Shin? Wrong. We have to be careful in this country about informed consent, and doctors still get it wrong. I work in an environment where HIV treatments are being tested clinically. And the best patients, which are treatment-naive populations are, guess what, in third-world countries. And, as people are not lab mice, you cannot ethically not treat an HIV-positive person enrolled in your study.

So typically, the choices are, for the patient approached for the study: an an unapproved drug in conjuction with two or more approved drugs (monotherapy with HIV is not an option) OR the two or more approved drugs on their own. No matter what, you're better being in the study than not. If the new drug alone will kill the African patient in four years, well, from the patient's standpoint, it's worth it. If she would die in two years anyway from AIDS.

This is coercion. There is no way around it, unless something fundamental changes about our world or how researchers view people/subjects/lab mice. (I think it's fair, Zuska, for the majority of researchers in modern clinical trials to call subjects "patients." If there was a question that the drug/treatment would cause more harm than good, it should have been halted well before trials). The sucky part is, with the best intentions of both parties, there is still coercion.

The ultimate situation is that there is no possible benefit to the patient whatsoever in participating in the trial. Unfortunately, this is, of course, impossible. The next best thing would be that the patient participating in the trial would be willing to take on the risks of the the treatment in exchange for fair monetary/health gains. And in the world we live in where, for many people, participating in a drug trial means adequate health treatment or the next meal, that's not possible. I have no solution beyond it all fucking sucks and it should be better.

I was offered a chance to enroll in a trial of a new HPV vaccine (more strains than the current vaccine) and I was really conflicted about it.
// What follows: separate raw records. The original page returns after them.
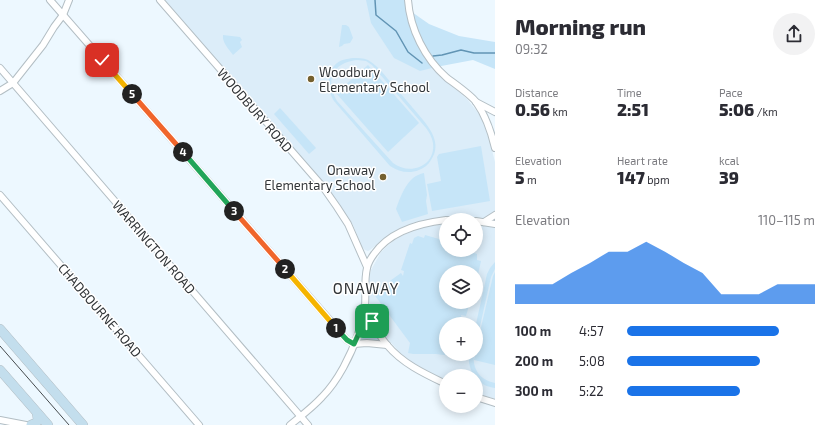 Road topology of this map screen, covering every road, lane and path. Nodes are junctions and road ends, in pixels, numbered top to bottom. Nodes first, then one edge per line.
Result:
1 (50, 0) edge
2 (69, 0) edge
3 (160, 0) edge
4 (408, 0) edge
5 (63, 15) junction
6 (0, 68) edge
7 (13, 82) junction
8 (0, 91) edge
9 (475, 101) junction
10 (495, 112) edge
11 (493, 131) edge
12 (495, 148) edge
13 (0, 195) edge
14 (495, 215) edge
15 (439, 221) edge
16 (484, 222) joint
17 (495, 224) edge
18 (367, 267) junction
19 (365, 308) junction
20 (0, 329) edge
21 (354, 344) junction
22 (387, 346) junction
23 (0, 370) edge
24 (439, 381) edge
25 (483, 399) edge
26 (495, 403) edge
27 (37, 413) junction
28 (74, 415) junction
29 (301, 417) junction
30 (0, 420) edge
31 (26, 425) edge
32 (32, 425) edge
33 (48, 425) edge
34 (83, 425) edge
35 (90, 425) edge
36 (200, 425) edge
37 (290, 425) edge
38 (308, 425) edge

1 - 5 street
2 - 5 street
3 - 18 street, WOODBURY ROAD
4 - 9 street
5 - 7 street
5 - 21 street
6 - 7 street, WARRINGTON ROAD
7 - 8 street
7 - 29 street, WARRINGTON ROAD
9 - 10 street
9 - 11 street
11 - 12 street
13 - 36 street, CHADBOURNE ROAD
14 - 16 street
15 - 18 street
16 - 17 street
18 - 19 street
19 - 21 street
19 - 22 street
20 - 28 main road
21 - 22 street
21 - 29 street
22 - 24 street
23 - 27 main road
25 - 26 street
27 - 32 main road
27 - 33 main road
28 - 34 main road
28 - 35 main road
29 - 37 street
29 - 38 street, WARRINGTON ROAD
30 - 31 street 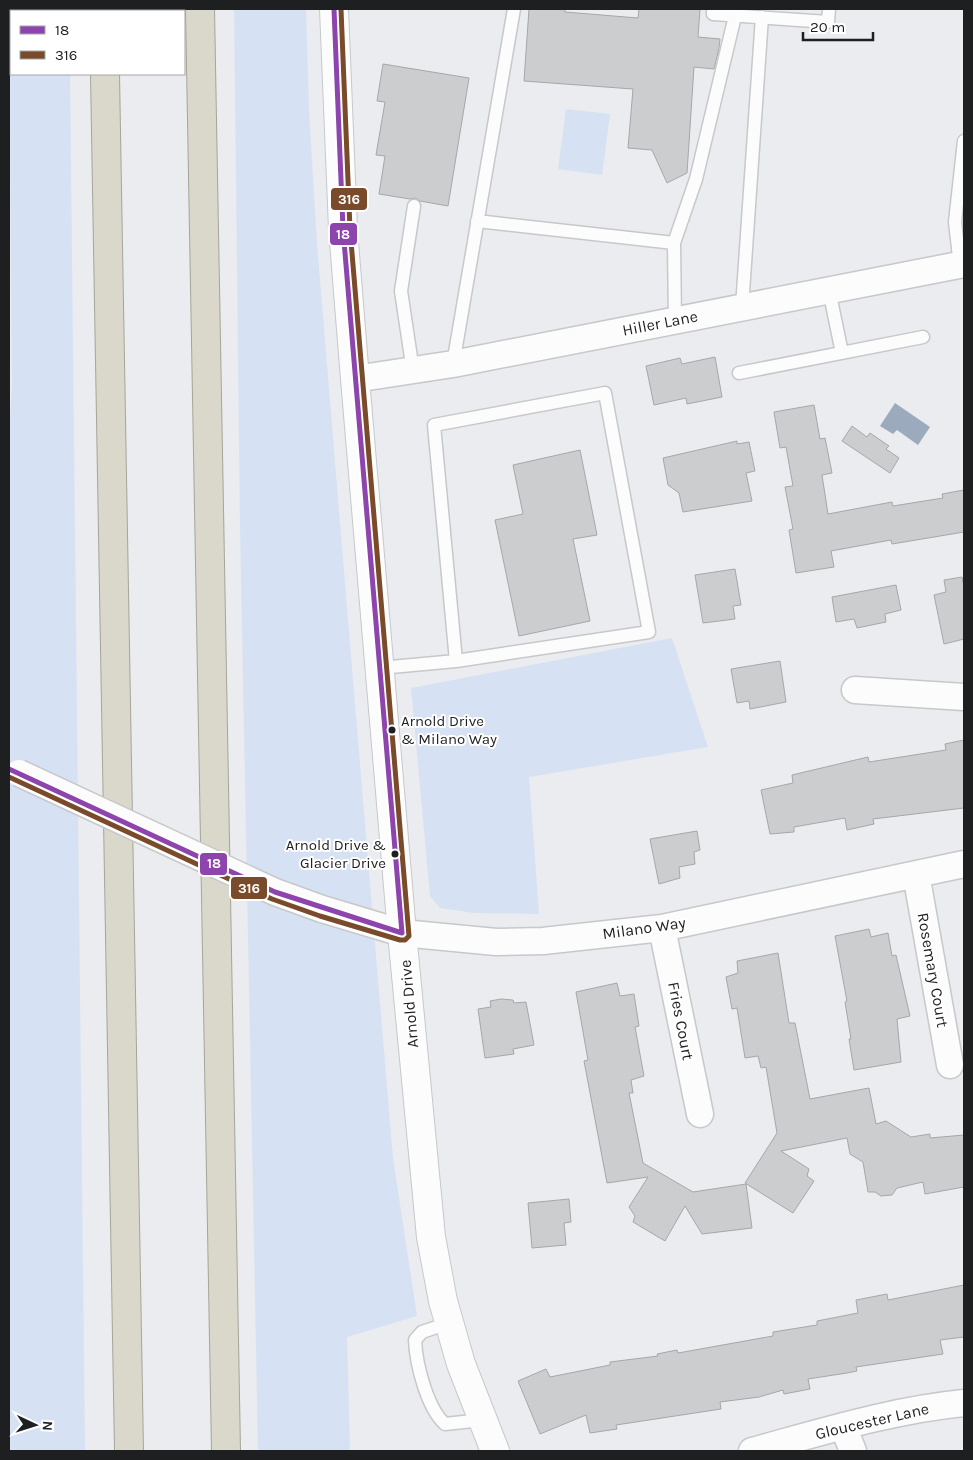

On the one hand that vaccine is expensive, and I would like to be protected against more strains 9more is better, right?) On the other hand, I didn't need more access to pap smears (wee) and more seriously to my mind, I'm not exactly the optimal test subject for exposure to HPV. Then my fiance freaked out at the idea of me being a a subject in a vaccine trial and I dropped the whole thing.

I've done other studies, but they were mostly by accident, and while the money was nice, so was getting to say "ooh, I'm a data point!"

There was a trial in Seattle a year or two ago that was offering a lot of money because they needed to infect people with malaria. People applied from all over the country for about 10 slots, it was crazy.

By JustaTech (not verified) on 18 Dec 2009 #permalink

I'm definitely signing up for more studies because of money.
I encourage people I reach out to (online and in real life) to consider doing research studies. I know it's important for multiple demographics to be included in the process. But the fear and distrust of research trials among poor people of color is real and palpatable. The fear is historically understandable, but not always rationale.

From personal experience as a subject and as a scientist, I feel confident that doctors explain everything. But there still could be a problem. If one is motivated by money or serious health issues to participate in a study (and assuming you don't really get the whole thing about research trials), then one might say "yes I understand" when they really don't. Or worse, not fully disclose present health conditions or don't follow instructions carefully and then become injured from the study. An injury in either situation is problematic because it only re-fuels the distrust of science and makes the research institution look like it's taking advantage of the most vulnerable citizens.

Yet, another and very important reason why scientific literacy and science outreach are so woefully important to under-served audiences.